Tells Johnson City Chamber he will introduce legislation to overturn NLRB decision that would eliminate the option of owning a franchise for hundreds of thousands of American small business owners
Posted on September 8, 2015
Johnson City, Tenn., September 2 – Senate labor committee Chairman Lamar Alexander (R-Tenn.) today told the Johnson City Chamber of Commerce that he is working with Senate leadership to stop decisions by President Obama’s “runaway” National Labor Relations Board that threaten Tennessee employees as well as employers.
“Recent decisions by the National Labor Relations Board seem intended to destroy small business opportunities, cut workers’ hours, and reduce take home pay for hardworking Americans,” Alexander said. “I will introduce legislation to overturn the recent NLRB decision that would eliminate the option of owning a franchise for hundreds of thousands of American small business owners, and work with Senate leadership to restore balance to the board.”
On August 27, the National Labor Relations Board released its “joint employer” decision, which retroactively adopts a far broader definition of a joint employer and will cause many companies that use the franchise or contracting model to be responsible for the labor decisions of franchisees and subcontractors.
“This ruling seems intended to destroy a small business opportunity for more than 780,000 Americans in our country working 12 hours a day and facing the pressure of meeting payroll, paying taxes, and providing for their families – all as franchisees,” Alexander said today. “It will also harm the millions of small businesses that provide work as subcontractors – such as temporary staffing firms or auto parts suppliers. The board’s decision will greatly reduce any incentive for a corporation to sell franchises or parcel out business to subcontractors, suppliers or subsidiaries, and so may knock the ladder out from under millions of small business owners, some of whom have never been subject to NLRB jurisdiction before.
“I will be introducing a bill to invalidate this harmful ruling and restore an appropriate legal standard for determining who is a joint employer,” Alexander added.
Alexander discussed several rulings by the NLRB that threaten Tennessee employees and employers – such as its decision to allow within a single workplace an unlimited number of “micro-unions,” and the “ambush elections” rule, which would shorten the time between when pro-union organizers ask an employer for a secret ballot election and when that election takes place, potentially forcing a union election in as little as 11 days—before an employer and many employees even have a chance to figure out what is going on.
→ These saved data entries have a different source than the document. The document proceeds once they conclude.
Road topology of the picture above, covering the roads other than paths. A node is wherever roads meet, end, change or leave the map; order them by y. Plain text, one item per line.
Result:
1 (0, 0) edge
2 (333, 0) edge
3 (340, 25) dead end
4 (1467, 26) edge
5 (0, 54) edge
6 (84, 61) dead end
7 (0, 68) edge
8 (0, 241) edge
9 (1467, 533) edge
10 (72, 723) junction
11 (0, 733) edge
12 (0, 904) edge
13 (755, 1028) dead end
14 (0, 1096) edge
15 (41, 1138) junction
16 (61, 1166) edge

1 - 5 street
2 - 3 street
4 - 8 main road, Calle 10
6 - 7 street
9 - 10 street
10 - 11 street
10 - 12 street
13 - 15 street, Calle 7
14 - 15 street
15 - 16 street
Alexander told the chamber that he has introduced, with Senate Majority Leader Mitch McConnell (R-Ky.), and is working to pass, the NLRB Reform Act to restore balance to the National Labor Relations Board. He also introduced the Employee Rights Act in July with Senator Orrin Hatch to restore workers’ rights, by, among other things, ending harmful ambush elections. He led an effort in Congress this year to overturn the ambush elections rule, first by Congressional Review Act—which the president vetoed—and next through legislation. He is an original cosponsor of Senator Isakson’s legislation to reverse the NLRB decision to allow micro-unions.
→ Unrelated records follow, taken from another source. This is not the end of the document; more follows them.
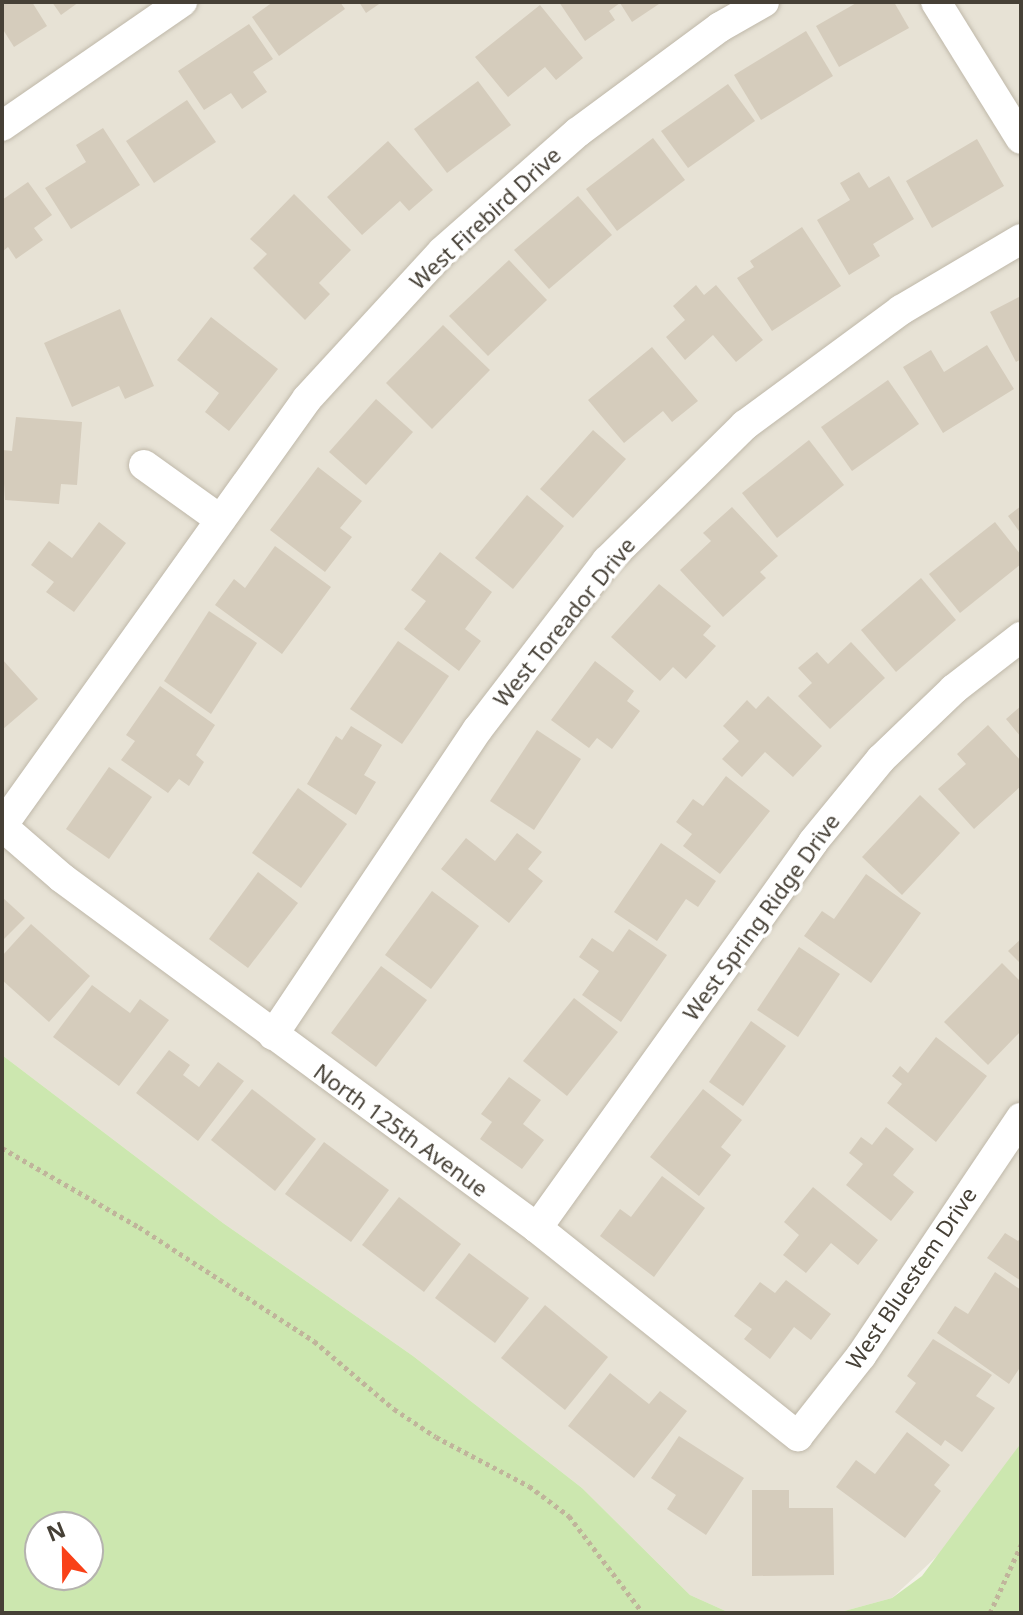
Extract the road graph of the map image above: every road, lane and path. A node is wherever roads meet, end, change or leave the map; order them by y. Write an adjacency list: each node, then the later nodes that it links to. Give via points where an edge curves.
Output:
1 (182, 2): 4 (street)
2 (764, 2): 8 (street, West Firebird Drive, via 720,27 578,132 442,252 307,399)
3 (936, 2): 5 (street)
4 (2, 126)
5 (1021, 139)
6 (1021, 239): 11 (street, West Toreador Drive, via 901,310 745,425 607,561 478,729)
7 (144, 465): 8 (street)
8 (218, 518): 10 (street, West Firebird Drive)
9 (1021, 637): 14 (street, West Spring Ridge Drive, via 954,689 902,739 823,830)
10 (2, 826): 11 (street, North 125th Avenue, via 62,878)
11 (273, 1035): 14 (street, North 125th Avenue)
12 (1021, 1118): 15 (street, West Bluestem Drive, via 861,1356)
13 (2, 1148): 17 (path, via 139,1227 314,1341 436,1437 529,1486 569,1516)
14 (537, 1228): 15 (street, North 125th Avenue)
15 (798, 1436)
16 (1021, 1545): 18 (path)
17 (643, 1613)
18 (990, 1613)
Alexander also discussed several harmful policies by the Department of Labor – such as the “companionship” rule, which eliminates the overtime exemption
s for home care aides, threatening in home care for 240,000 Tennesseans, and the “fiduciary” rule, which could restrict Tennesseans’ access to affordable retirement advice.
He said the department’s far-reaching overtime proposal, issued on June 30, to require employers to pay overtime to nearly all salaried workers making up to $50,400 a year would more than double the current salary threshold level for exemption from overtime requirements.
“Just imagine how discouraging this rule will be to the working mother who can no longer negotiate her schedule to, say, work from home when she needs to, or to the young restaurant assistant manager who loses his title and is returned to an hourly job with no more pay, or to the job seeker who discovers that the only available jobs are part-time,” Alexander said. “What Washington owes these workers are policies that create better opportunities, more flexibility and enable them to have more control over their work lives.”
At today’s event, Senator Alexander received the U.S. Chamber of Commerce’s Spirit of Enterprise Award, which recognizes members of Congress who consistently cast votes that help businesses create jobs. Alexander has received the award every year since he came to the U.S. Senate in 2003. The award honors members of Congress whose votes reflect the need to “enact policies that bolster our country's economy, create jobs and keep our nation's spirit of enterprise alive.”